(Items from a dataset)
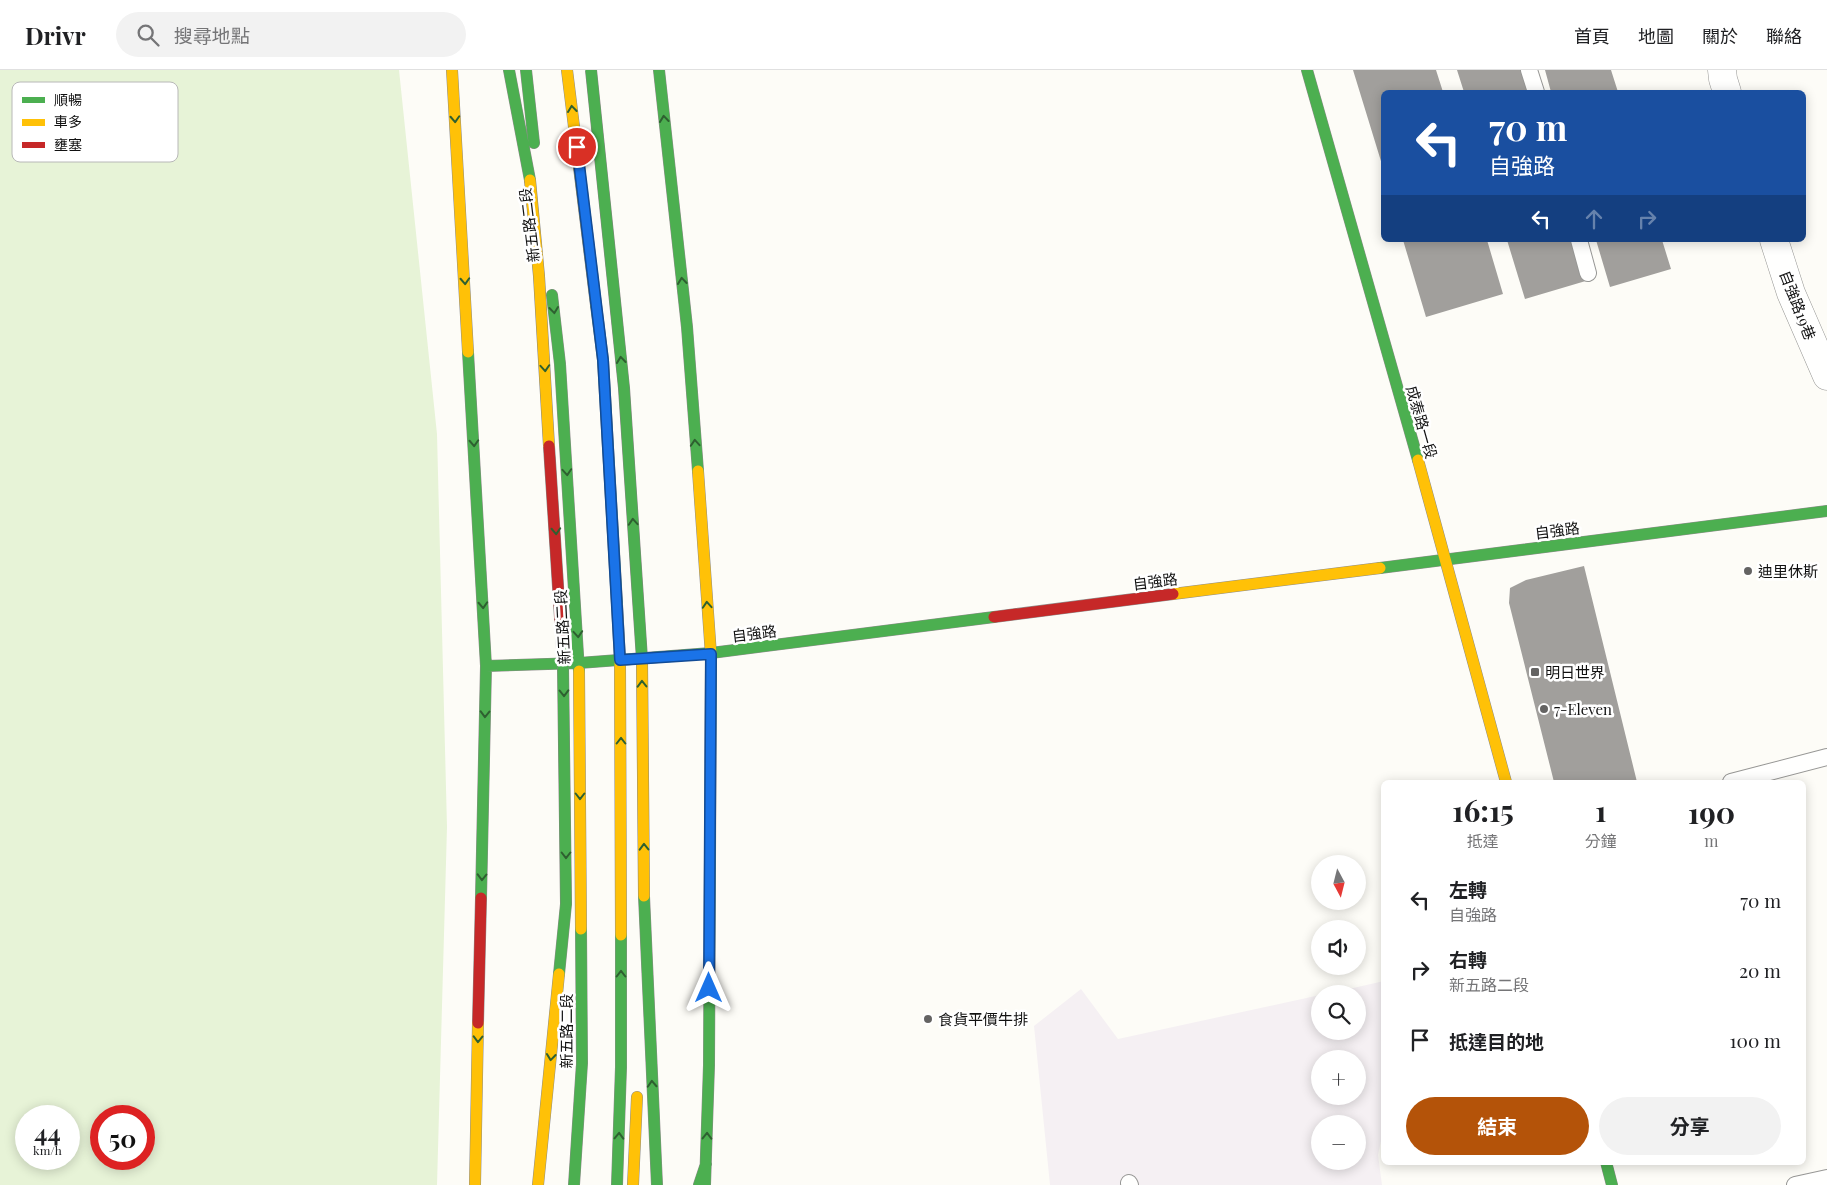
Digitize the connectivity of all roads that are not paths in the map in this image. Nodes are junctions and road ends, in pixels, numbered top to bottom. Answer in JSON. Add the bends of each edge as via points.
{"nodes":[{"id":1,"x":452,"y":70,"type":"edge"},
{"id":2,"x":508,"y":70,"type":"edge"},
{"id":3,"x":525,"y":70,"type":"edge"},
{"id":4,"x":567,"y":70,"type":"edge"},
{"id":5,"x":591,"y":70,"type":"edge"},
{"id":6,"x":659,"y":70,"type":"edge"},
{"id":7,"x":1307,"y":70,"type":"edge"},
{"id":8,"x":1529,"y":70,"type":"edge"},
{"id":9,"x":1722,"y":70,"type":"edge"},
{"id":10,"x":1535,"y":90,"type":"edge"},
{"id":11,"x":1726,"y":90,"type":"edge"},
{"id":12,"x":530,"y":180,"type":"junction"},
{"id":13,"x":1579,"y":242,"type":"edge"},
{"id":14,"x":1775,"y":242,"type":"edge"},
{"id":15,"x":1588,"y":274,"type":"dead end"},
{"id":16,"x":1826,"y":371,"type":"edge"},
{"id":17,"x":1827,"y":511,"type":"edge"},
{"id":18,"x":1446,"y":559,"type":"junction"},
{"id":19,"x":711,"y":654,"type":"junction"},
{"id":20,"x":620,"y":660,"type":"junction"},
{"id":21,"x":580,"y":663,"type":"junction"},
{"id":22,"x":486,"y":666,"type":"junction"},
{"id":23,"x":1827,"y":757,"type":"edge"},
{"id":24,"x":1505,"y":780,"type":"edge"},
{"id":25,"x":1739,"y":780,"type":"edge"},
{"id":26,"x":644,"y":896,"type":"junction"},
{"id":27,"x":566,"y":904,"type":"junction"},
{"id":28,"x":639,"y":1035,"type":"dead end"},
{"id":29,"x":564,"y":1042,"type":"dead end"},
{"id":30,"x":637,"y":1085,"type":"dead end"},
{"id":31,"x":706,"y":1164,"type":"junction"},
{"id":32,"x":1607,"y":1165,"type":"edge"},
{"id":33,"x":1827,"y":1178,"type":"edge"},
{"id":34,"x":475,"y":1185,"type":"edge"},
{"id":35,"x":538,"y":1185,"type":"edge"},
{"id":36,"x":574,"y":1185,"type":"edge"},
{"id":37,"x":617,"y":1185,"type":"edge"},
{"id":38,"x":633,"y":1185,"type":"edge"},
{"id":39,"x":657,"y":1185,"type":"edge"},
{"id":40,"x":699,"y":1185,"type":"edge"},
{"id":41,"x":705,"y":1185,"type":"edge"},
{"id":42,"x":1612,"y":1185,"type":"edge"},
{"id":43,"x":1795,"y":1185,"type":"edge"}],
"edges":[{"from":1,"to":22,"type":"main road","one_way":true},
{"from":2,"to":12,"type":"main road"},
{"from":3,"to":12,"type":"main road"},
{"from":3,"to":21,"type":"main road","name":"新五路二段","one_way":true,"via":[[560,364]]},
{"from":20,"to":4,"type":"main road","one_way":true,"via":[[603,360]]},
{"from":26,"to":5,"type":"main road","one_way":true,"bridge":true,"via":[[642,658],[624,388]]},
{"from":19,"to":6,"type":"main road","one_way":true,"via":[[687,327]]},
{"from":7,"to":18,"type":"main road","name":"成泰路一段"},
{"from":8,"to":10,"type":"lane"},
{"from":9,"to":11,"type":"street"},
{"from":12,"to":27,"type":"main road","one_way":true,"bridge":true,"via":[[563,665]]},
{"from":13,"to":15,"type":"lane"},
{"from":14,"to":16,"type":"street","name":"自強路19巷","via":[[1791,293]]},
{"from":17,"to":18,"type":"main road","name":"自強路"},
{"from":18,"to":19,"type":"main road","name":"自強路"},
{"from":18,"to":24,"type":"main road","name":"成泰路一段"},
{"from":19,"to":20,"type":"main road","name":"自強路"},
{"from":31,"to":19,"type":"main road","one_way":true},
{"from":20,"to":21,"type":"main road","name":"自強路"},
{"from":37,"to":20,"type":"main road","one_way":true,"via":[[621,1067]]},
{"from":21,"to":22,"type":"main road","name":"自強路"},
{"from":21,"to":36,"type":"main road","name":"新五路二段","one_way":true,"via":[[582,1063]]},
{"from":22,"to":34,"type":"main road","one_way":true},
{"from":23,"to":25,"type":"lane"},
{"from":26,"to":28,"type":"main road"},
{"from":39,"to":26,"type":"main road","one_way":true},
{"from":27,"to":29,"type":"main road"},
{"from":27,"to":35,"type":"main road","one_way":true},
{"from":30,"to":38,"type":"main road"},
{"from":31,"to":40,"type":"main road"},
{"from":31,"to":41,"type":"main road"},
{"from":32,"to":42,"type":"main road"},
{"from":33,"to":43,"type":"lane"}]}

_Exercise details_
From the first line to the last, write out the data above exactly. Omit the pictures.

_Output for this exercise_
Digitize the connectivity of all roads that are not paths in the map in this image. Nodes are junctions and road ends, in pixels, numbered top to bottom. Answer in JSON. Add the bends of each edge as via points.
{"nodes":[{"id":1,"x":452,"y":70,"type":"edge"},
{"id":2,"x":508,"y":70,"type":"edge"},
{"id":3,"x":525,"y":70,"type":"edge"},
{"id":4,"x":567,"y":70,"type":"edge"},
{"id":5,"x":591,"y":70,"type":"edge"},
{"id":6,"x":659,"y":70,"type":"edge"},
{"id":7,"x":1307,"y":70,"type":"edge"},
{"id":8,"x":1529,"y":70,"type":"edge"},
{"id":9,"x":1722,"y":70,"type":"edge"},
{"id":10,"x":1535,"y":90,"type":"edge"},
{"id":11,"x":1726,"y":90,"type":"edge"},
{"id":12,"x":530,"y":180,"type":"junction"},
{"id":13,"x":1579,"y":242,"type":"edge"},
{"id":14,"x":1775,"y":242,"type":"edge"},
{"id":15,"x":1588,"y":274,"type":"dead end"},
{"id":16,"x":1826,"y":371,"type":"edge"},
{"id":17,"x":1827,"y":511,"type":"edge"},
{"id":18,"x":1446,"y":559,"type":"junction"},
{"id":19,"x":711,"y":654,"type":"junction"},
{"id":20,"x":620,"y":660,"type":"junction"},
{"id":21,"x":580,"y":663,"type":"junction"},
{"id":22,"x":486,"y":666,"type":"junction"},
{"id":23,"x":1827,"y":757,"type":"edge"},
{"id":24,"x":1505,"y":780,"type":"edge"},
{"id":25,"x":1739,"y":780,"type":"edge"},
{"id":26,"x":644,"y":896,"type":"junction"},
{"id":27,"x":566,"y":904,"type":"junction"},
{"id":28,"x":639,"y":1035,"type":"dead end"},
{"id":29,"x":564,"y":1042,"type":"dead end"},
{"id":30,"x":637,"y":1085,"type":"dead end"},
{"id":31,"x":706,"y":1164,"type":"junction"},
{"id":32,"x":1607,"y":1165,"type":"edge"},
{"id":33,"x":1827,"y":1178,"type":"edge"},
{"id":34,"x":475,"y":1185,"type":"edge"},
{"id":35,"x":538,"y":1185,"type":"edge"},
{"id":36,"x":574,"y":1185,"type":"edge"},
{"id":37,"x":617,"y":1185,"type":"edge"},
{"id":38,"x":633,"y":1185,"type":"edge"},
{"id":39,"x":657,"y":1185,"type":"edge"},
{"id":40,"x":699,"y":1185,"type":"edge"},
{"id":41,"x":705,"y":1185,"type":"edge"},
{"id":42,"x":1612,"y":1185,"type":"edge"},
{"id":43,"x":1795,"y":1185,"type":"edge"}],
"edges":[{"from":1,"to":22,"type":"main road","one_way":true},
{"from":2,"to":12,"type":"main road"},
{"from":3,"to":12,"type":"main road"},
{"from":3,"to":21,"type":"main road","name":"新五路二段","one_way":true,"via":[[560,364]]},
{"from":20,"to":4,"type":"main road","one_way":true,"via":[[603,360]]},
{"from":26,"to":5,"type":"main road","one_way":true,"bridge":true,"via":[[642,658],[624,388]]},
{"from":19,"to":6,"type":"main road","one_way":true,"via":[[687,327]]},
{"from":7,"to":18,"type":"main road","name":"成泰路一段"},
{"from":8,"to":10,"type":"lane"},
{"from":9,"to":11,"type":"street"},
{"from":12,"to":27,"type":"main road","one_way":true,"bridge":true,"via":[[563,665]]},
{"from":13,"to":15,"type":"lane"},
{"from":14,"to":16,"type":"street","name":"自強路19巷","via":[[1791,293]]},
{"from":17,"to":18,"type":"main road","name":"自強路"},
{"from":18,"to":19,"type":"main road","name":"自強路"},
{"from":18,"to":24,"type":"main road","name":"成泰路一段"},
{"from":19,"to":20,"type":"main road","name":"自強路"},
{"from":31,"to":19,"type":"main road","one_way":true},
{"from":20,"to":21,"type":"main road","name":"自強路"},
{"from":37,"to":20,"type":"main road","one_way":true,"via":[[621,1067]]},
{"from":21,"to":22,"type":"main road","name":"自強路"},
{"from":21,"to":36,"type":"main road","name":"新五路二段","one_way":true,"via":[[582,1063]]},
{"from":22,"to":34,"type":"main road","one_way":true},
{"from":23,"to":25,"type":"lane"},
{"from":26,"to":28,"type":"main road"},
{"from":39,"to":26,"type":"main road","one_way":true},
{"from":27,"to":29,"type":"main road"},
{"from":27,"to":35,"type":"main road","one_way":true},
{"from":30,"to":38,"type":"main road"},
{"from":31,"to":40,"type":"main road"},
{"from":31,"to":41,"type":"main road"},
{"from":32,"to":42,"type":"main road"},
{"from":33,"to":43,"type":"lane"}]}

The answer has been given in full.